Elabscience® Propidium Iodide (PI) Staining Solution is developed to identify apoptotic and necrotic cells.
Propidium Iodide (PI) is a common DNA dye that is not permeable to cell membrane. Once binding to DNA, the flurescence of PI increases by nearly 20 fold. Due to the loss of integrity of membrane, PI can enter late apoptotic or necrotic cells to stain DNA. Cells at different apoptotic stages can be distinguished by using Propidium Iodide (PI) and Annexin V.
Iodide (PI) Staining Solution
Propidium Iodide (PI) Staining Solution
Jurkat cells were treated with 1μM Camptothecin and detected by this reagent and Annexin V-FITC.
Jurkat cells were treated with 1μM Camptothecin (Left) or not (Right) for 4 h. Annexin V-FITC single-positive cells were early apoptotic cells, Annexin V-FITC and PI double-positive cells were necrotic or late apoptotic cells, and PI single-positive cells were nude nuclear cells.
1. Induce apoptosis of suspension cells with reagents of interest. Collect cell cultures and centrifuge at 300 g for 5 min, discard the supernatant. Add appropriate PBS to wash the cells, resuspend gently and count the cells.
Note: This product is only validated in suspension cells. Good cell viability is the key to the experiment. When the adherent cells are used for apoptotic detection, treatments like digestion may increase the ratio of necrotic or apoptotic cells and cause uncontrollable effects on the experimental results. Please be aware！
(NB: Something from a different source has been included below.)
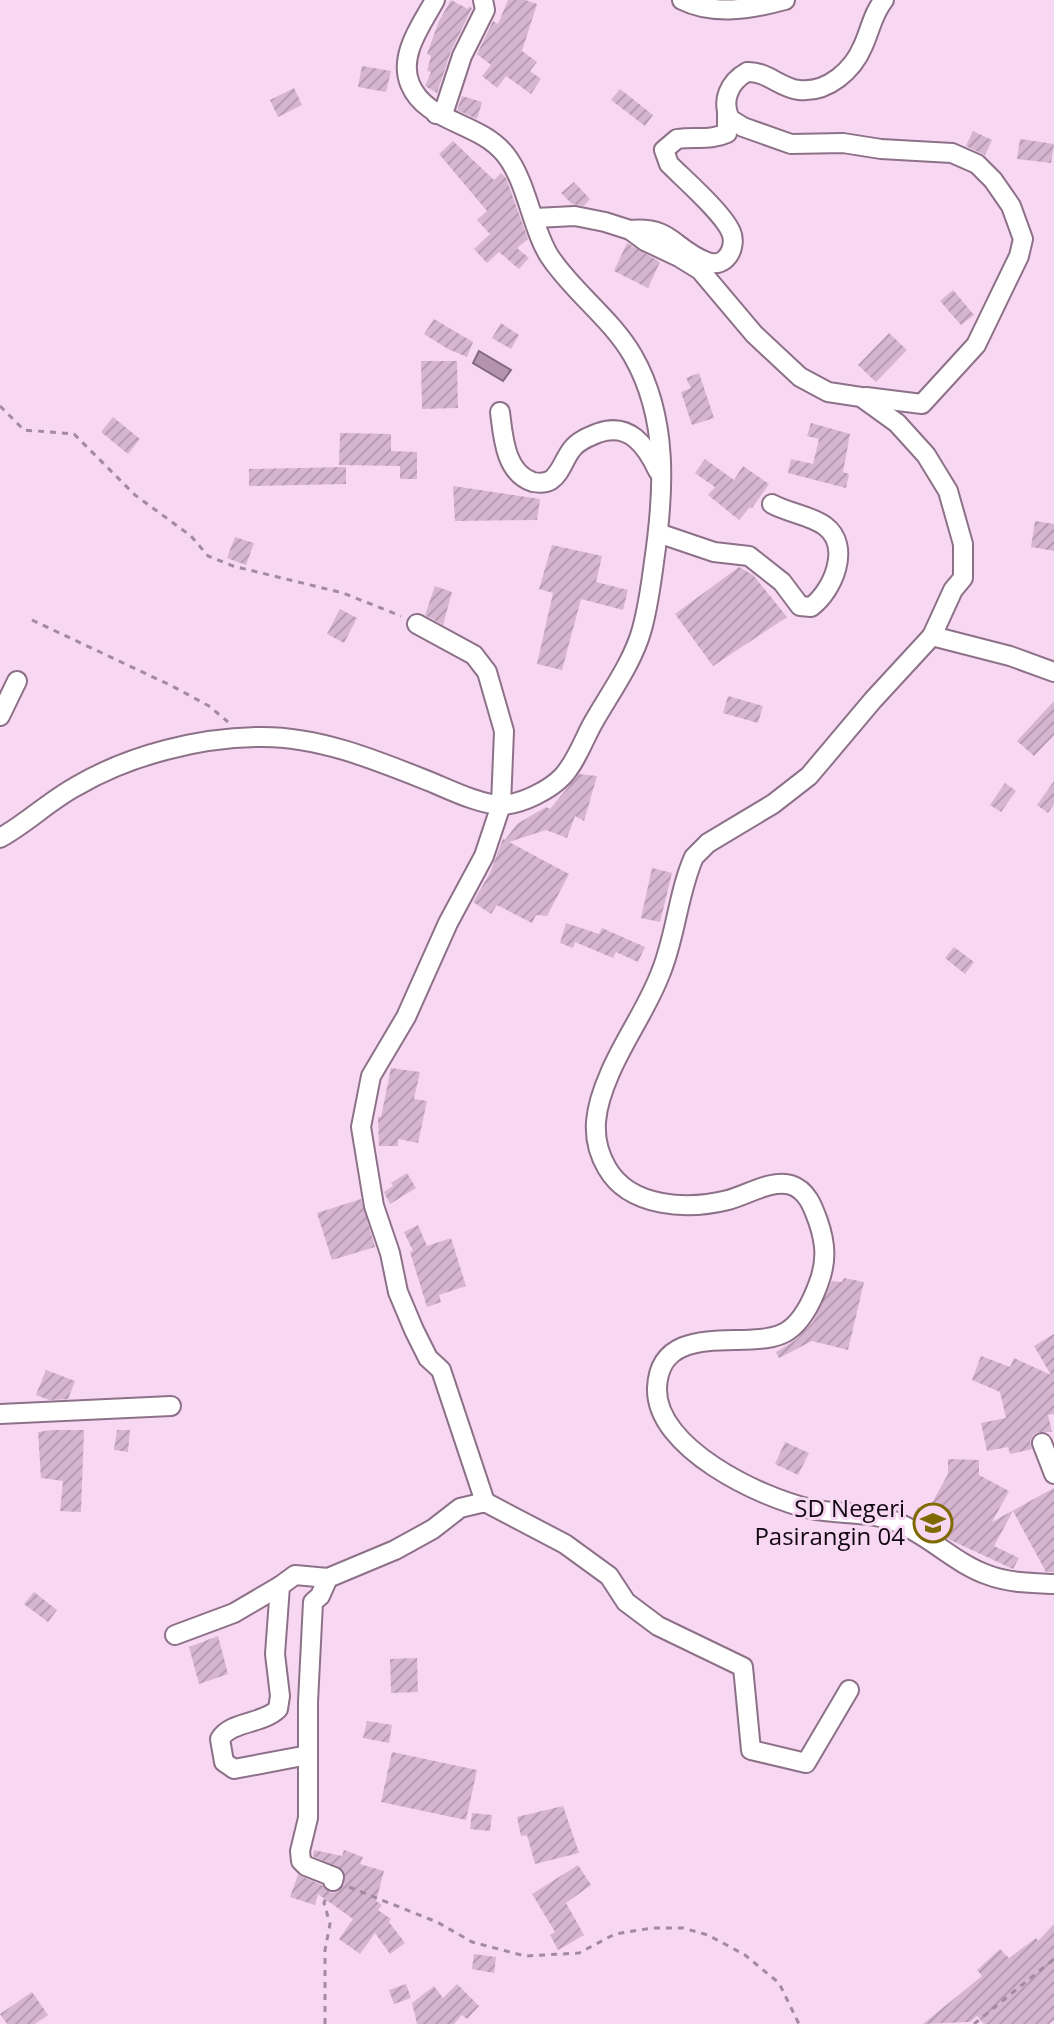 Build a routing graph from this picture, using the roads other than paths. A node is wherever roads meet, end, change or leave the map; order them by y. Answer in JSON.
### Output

2. Split the cell suspension into tubes, 1-5 × 105 cells for each. Centrifuge at 300 g for 5 min, discard the supernatant. Add appropriate PBS to wash the cells and discard the supernatant. Add 500 μL of 1 × Annexin V Binding Buffer [#Cat:E-CK-A151] to resuspend the cells.
3. Add 5 µl of Annexin V-FITC[#Cat:E-CK-A111] and 5 µl of Propidium Iodide (PI) Staining Solution to each tube.
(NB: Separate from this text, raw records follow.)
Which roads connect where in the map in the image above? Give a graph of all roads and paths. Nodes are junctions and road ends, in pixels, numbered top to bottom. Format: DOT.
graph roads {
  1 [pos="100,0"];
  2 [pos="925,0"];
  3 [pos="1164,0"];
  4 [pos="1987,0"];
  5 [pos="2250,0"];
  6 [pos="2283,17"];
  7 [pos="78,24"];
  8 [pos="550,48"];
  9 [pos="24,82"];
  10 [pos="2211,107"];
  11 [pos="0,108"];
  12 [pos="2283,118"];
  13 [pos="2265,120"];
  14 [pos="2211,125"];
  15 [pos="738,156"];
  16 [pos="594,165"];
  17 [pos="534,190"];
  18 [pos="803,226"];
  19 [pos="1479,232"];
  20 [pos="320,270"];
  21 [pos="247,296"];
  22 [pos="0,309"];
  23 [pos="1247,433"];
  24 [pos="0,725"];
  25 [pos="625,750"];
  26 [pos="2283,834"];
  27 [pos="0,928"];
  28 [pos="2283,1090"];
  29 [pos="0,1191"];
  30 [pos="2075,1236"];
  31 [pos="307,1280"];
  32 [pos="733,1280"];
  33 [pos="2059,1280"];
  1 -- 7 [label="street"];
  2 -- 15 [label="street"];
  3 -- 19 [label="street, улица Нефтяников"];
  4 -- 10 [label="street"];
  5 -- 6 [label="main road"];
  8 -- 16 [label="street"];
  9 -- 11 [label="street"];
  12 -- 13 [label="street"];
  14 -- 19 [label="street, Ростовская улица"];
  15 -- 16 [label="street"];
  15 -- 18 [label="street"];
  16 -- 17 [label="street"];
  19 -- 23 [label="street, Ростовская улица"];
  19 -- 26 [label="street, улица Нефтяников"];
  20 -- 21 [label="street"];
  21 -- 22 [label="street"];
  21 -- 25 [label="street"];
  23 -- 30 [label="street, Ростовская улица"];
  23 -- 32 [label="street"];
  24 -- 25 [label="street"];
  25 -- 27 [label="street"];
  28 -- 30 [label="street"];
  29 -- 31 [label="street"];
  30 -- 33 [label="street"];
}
4. Gently vortex the cells and incubate at room temperature for 15-20 min in the dark.
5. Analyze the cells immediately with proper machine settings. Otherwise, place the cells on ice in the dark and analyze within 1 h.
Store at 4°C for up to one year in dark.
1. For maximal assay performance, this reagent should be used within 12 months. Avoid freeze / thaw cycles.
2. Detect apoptosis as soon as possible after staining to avoid the increase number of apoptosis or necrosis
3. Avoid extended exposure of the samples to direct light to protect the fluorophores from quenching.
4. For your safety and health, please wear the lab coat and disposable gloves before the experiments.